Britain faces an important decision as to whether it is time to "Brexit" from the European Union. Recently British Prime Minister, David Cameron won
unanimous support from the European Union for concessions he sought from
the bloc ahead of a referendum on Britain's continued membership in the
group. Just a year ago the idea of Britain
departing from the 28-nation alliance seemed remote. Now the odds
have shifted with recent surveys showing things a bit up in the air.
Britain's prime minister, David Cameron has set June
23rd as the date for a referendum. A key issue for many watching as the vote grows near is
whether a Brexit would also make the UK more vulnerable to its own
breakup.
Another issue concerning a Brexit is that it could cause a sharp and possibly destabilizing
move in the currency markets. BOJ officials are concerned such a move
might cause money to be shifted out of both the pound and euro looking
for a safe haven refuge in the yen. The yen only accounts for around 4%
of official foreign exchange reserves, this constitutes a rather small float thus, any move out of these two currencies could cause the yen to
strengthen which would compound Japan's
economic problems by choking its export driven economy. It would also
setback the BOJ's goal to generate 2% inflation and end decades of
deflation. While I question the logic of wealth flowing from one
troubled currency into another, concerns like these only underline how
intertwined the world financial situation has become.
The
fact that a difficult renegotiation of
the current conditions of Britain’s membership at a summit in Brussels
speaks volumes and sends a signal that Britain's continued membership is
not a slam dunk. This is only one of the several headwinds that threaten the very existence
of the Euro-zone which appears totally dysfunctional and unable to address many social and economic problems that confront it. Polls
show the British public is closely divided on the issue. Ironically, as
we often see in the case of a bad marriage the area is bound together
more out of the fear of what will happen if it dissolves rather than
because the relationship is working well. In truth many Euro-zone members find those living in their home country have become disenchanted with the EU and its actions in recent years.
The
forthcoming referendum has prompted government ministers to declare
their
backing for either the “remain” or “leave” campaigns. Mr. Cameron
strongly believes in the benefits of continued EU membership,
but other high-profile MPs, including Justice Secretary, Michael
Gove, and London's Mayor Boris Johnson, have pledged support for the
“out” campaigners. Today largely because
of Europe’s migration crisis and the interminable euro mess, the polls
have narrowed. Some recent surveys even find a majority of Britons
wanting to leave prompting American President Obama to weigh in on the
issue. During a recent three day trip to London Obama urged Britain to
remain in the union.
As a member of the EU Obama indicated Britain
will help stabilize the region and allow the Britain to maximize even magnify its
influence in the area as it struggles forward. After President, Barack Obama, reaffirming his
preference for the country to remain part of the European Union in what
many people saw as a veiled threat or outright blackmail he indicated an exclusively British
trade deal with the U.S. could take as long as
a decade to negotiate. “The
U.K. would not be able to negotiate something with the United States
faster than the EU,” Obama said in an interview with the BBC going on to
state, “It could be five years from now, 10 years from now before we
were able to actually get something done.”
Mr. Cameron is
himself partly responsible for this issue having risen to this level.

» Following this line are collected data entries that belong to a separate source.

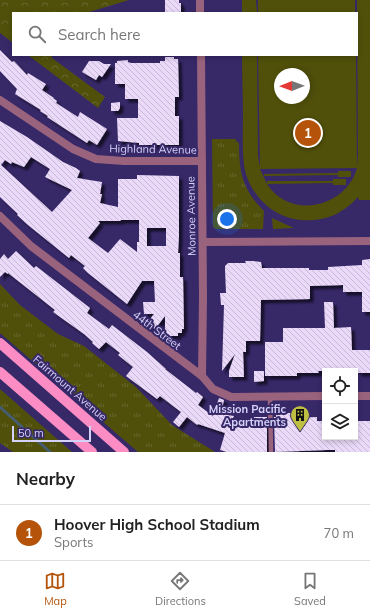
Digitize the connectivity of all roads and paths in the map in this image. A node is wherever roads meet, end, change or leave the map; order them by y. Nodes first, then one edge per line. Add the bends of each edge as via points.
1 (200, 0) edge
2 (200, 12) edge
3 (201, 56) edge
4 (0, 100) edge
5 (202, 161) junction
6 (0, 216) edge
7 (370, 241) edge
8 (202, 242) junction
9 (0, 343) edge
10 (0, 372) edge
11 (202, 376) junction
12 (322, 396) edge
13 (358, 396) edge
14 (370, 396) edge
15 (270, 397) junction
16 (92, 452) edge
17 (124, 452) edge
18 (271, 452) edge

1 - 2 street
3 - 5 street, Monroe Avenue
4 - 5 street, Highland Avenue via 73,149 96,159
5 - 8 street, Monroe Avenue
6 - 11 street, 44th Street via 30,246
7 - 8 street
8 - 11 street, Monroe Avenue
9 - 17 main road, Fairmount Avenue
10 - 16 main road
11 - 15 street, 44th Street via 213,389 231,397
12 - 15 street, 44th Street
13 - 14 street
15 - 18 lane

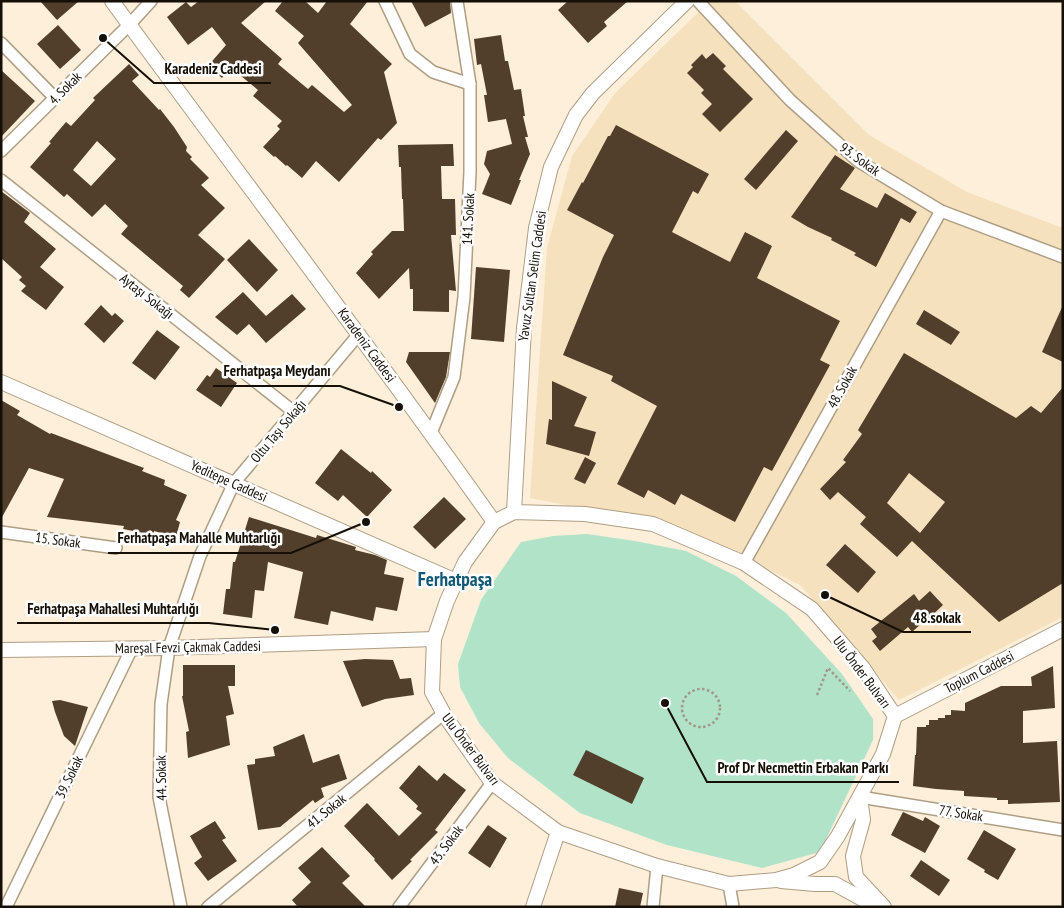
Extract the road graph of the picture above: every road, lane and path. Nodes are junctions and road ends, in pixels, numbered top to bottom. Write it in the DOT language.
graph roads {
  1 [pos="112,1"];
  2 [pos="151,1"];
  3 [pos="385,1"];
  4 [pos="457,1"];
  5 [pos="687,1"];
  6 [pos="698,1"];
  7 [pos="129,25"];
  8 [pos="1,42"];
  9 [pos="470,84"];
  10 [pos="55,98"];
  11 [pos="1,151"];
  12 [pos="1,180"];
  13 [pos="941,211"];
  14 [pos="1063,257"];
  15 [pos="359,334"];
  16 [pos="1,382"];
  17 [pos="294,412"];
  18 [pos="431,433"];
  19 [pos="234,483"];
  20 [pos="514,512"];
  21 [pos="494,522"];
  22 [pos="1,532"];
  23 [pos="116,548"];
  24 [pos="744,563"];
  25 [pos="456,581"];
  26 [pos="1063,629"];
  27 [pos="434,639"];
  28 [pos="132,648"];
  29 [pos="169,648"];
  30 [pos="1,650"];
  31 [pos="850,691"];
  32 [pos="817,695"];
  33 [pos="443,714"];
  34 [pos="895,716"];
  35 [pos="698,727"];
  36 [pos="492,783"];
  37 [pos="860,797"];
  38 [pos="1063,830"];
  39 [pos="558,832"];
  40 [pos="657,866"];
  41 [pos="776,880"];
  42 [pos="729,884"];
  43 [pos="6,907"];
  44 [pos="181,907"];
  45 [pos="208,907"];
  46 [pos="399,907"];
  47 [pos="533,907"];
  48 [pos="653,907"];
  49 [pos="733,907"];
  50 [pos="877,907"];
  51 [pos="884,907"];
  1 -- 7 [label="street, Karadeniz Caddesi"];
  2 -- 7 [label="street, 4. Sokak"];
  3 -- 9 [label="street"];
  4 -- 9 [label="street, 141. Sokak"];
  5 -- 20 [label="street, Yavuz Sultan Selim Caddesi"];
  6 -- 13 [label="street, 93. Sokak"];
  7 -- 10 [label="street, 4. Sokak"];
  7 -- 15 [label="street, Karadeniz Caddesi"];
  8 -- 10 [label="street"];
  9 -- 18 [label="street, 141. Sokak"];
  10 -- 11 [label="street, 4. Sokak"];
  12 -- 17 [label="street, Aytaşı Sokağı"];
  13 -- 14 [label="street, 93. Sokak"];
  13 -- 24 [label="street, 48. Sokak"];
  15 -- 17 [label="street, Oltu Taşı Sokağı"];
  15 -- 18 [label="street, Karadeniz Caddesi"];
  16 -- 19 [label="street, Yeditepe Caddesi"];
  17 -- 19 [label="street, Oltu Taşı Sokağı"];
  18 -- 21 [label="street, Karadeniz Caddesi"];
  19 -- 25 [label="street, Yeditepe Caddesi"];
  19 -- 29 [label="street, Oltu Taşı Sokağı"];
  20 -- 21 [label="street, Ulu Önder Bulvarı"];
  20 -- 24 [label="street, Ulu Önder Bulvarı"];
  21 -- 25 [label="street, Ulu Önder Bulvarı"];
  22 -- 23 [label="street, 15. Sokak"];
  24 -- 34 [label="street, Ulu Önder Bulvarı"];
  25 -- 27 [label="street, Ulu Önder Bulvarı"];
  26 -- 34 [label="street, Toplum Caddesi"];
  27 -- 29 [label="street, Mareşal Fevzi Çakmak Caddesi"];
  27 -- 33 [label="street, Ulu Önder Bulvarı"];
  28 -- 29 [label="street, Mareşal Fevzi Çakmak Caddesi"];
  28 -- 30 [label="street, Mareşal Fevzi Çakmak Caddesi"];
  28 -- 43 [label="street, 39. Sokak"];
  29 -- 44 [label="street, 44. Sokak"];
  31 -- 32 [label="path"];
  33 -- 36 [label="street, Ulu Önder Bulvarı"];
  33 -- 45 [label="street, 41. Sokak"];
  34 -- 37 [label="street, Ulu Önder Bulvarı"];
  35 -- 35 [label="path"];
  36 -- 39 [label="street, Ulu Önder Bulvarı"];
  36 -- 46 [label="street, 43. Sokak"];
  37 -- 38 [label="street, 77. Sokak"];
  37 -- 41 [label="street, Ulu Önder Bulvarı"];
  37 -- 51 [label="street"];
  39 -- 40 [label="street, Ulu Önder Bulvarı"];
  39 -- 47 [label="street"];
  40 -- 42 [label="street, Ulu Önder Bulvarı"];
  40 -- 48 [label="street"];
  41 -- 42 [label="street, Ulu Önder Bulvarı"];
  41 -- 50 [label="street"];
  42 -- 49 [label="street"];
}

Although he has repeatedly
urged his party to stop “banging on about Europe” many of his political
cohorts are scared witless by the rise of Nigel Farage’s virulently
anti-Euro-zone UK Independence Party (UKIP). As a result they have been
relentless in hassling him to
adopt a tougher line with Brussels. Years ago in an effort to appease this group he threw them the 2011 European Union
Act, which requires any EU-wide treaty that passes substantive new
powers to Brussels to be put to a British referendum. That sounded like a
big concession, but no new treaties were then in prospect. In January
2013, Mr Cameron promised that, if the Tories were re-elected in May
2015, he would renegotiate Britain’s membership and hold an in-out
referendum by the end of 2017.
As the vote grows near,
BOE policy makers have said uncertainty is already weighing on the
economy and that a vote to leave would prolong and deepen the impact.
While many of the economic impacts of Brexit are unknown, jitters are
already being felt both in the currency markets and by companies putting
plans on hold while they await clarification as to Britain's direction.
Where this could get even more dicey is that any change in the current
"world order" might embolden a slew of independence movements such as
what we saw not long ago in Scotland. Portugal,
Ireland, Greece, Italy and Spain have discovered
that you cannot have full independence and share a currency. If the
voters decide to break this tie will Wales and Northern Ireland move
towards independence? If so, that might
encourage similar movements in Catalonia, Belgium, Northern League in
Italy,
Basques, Cornish, and among the Poles. All this could take the Euro-zone down the
road to a great deal of internal civil strife.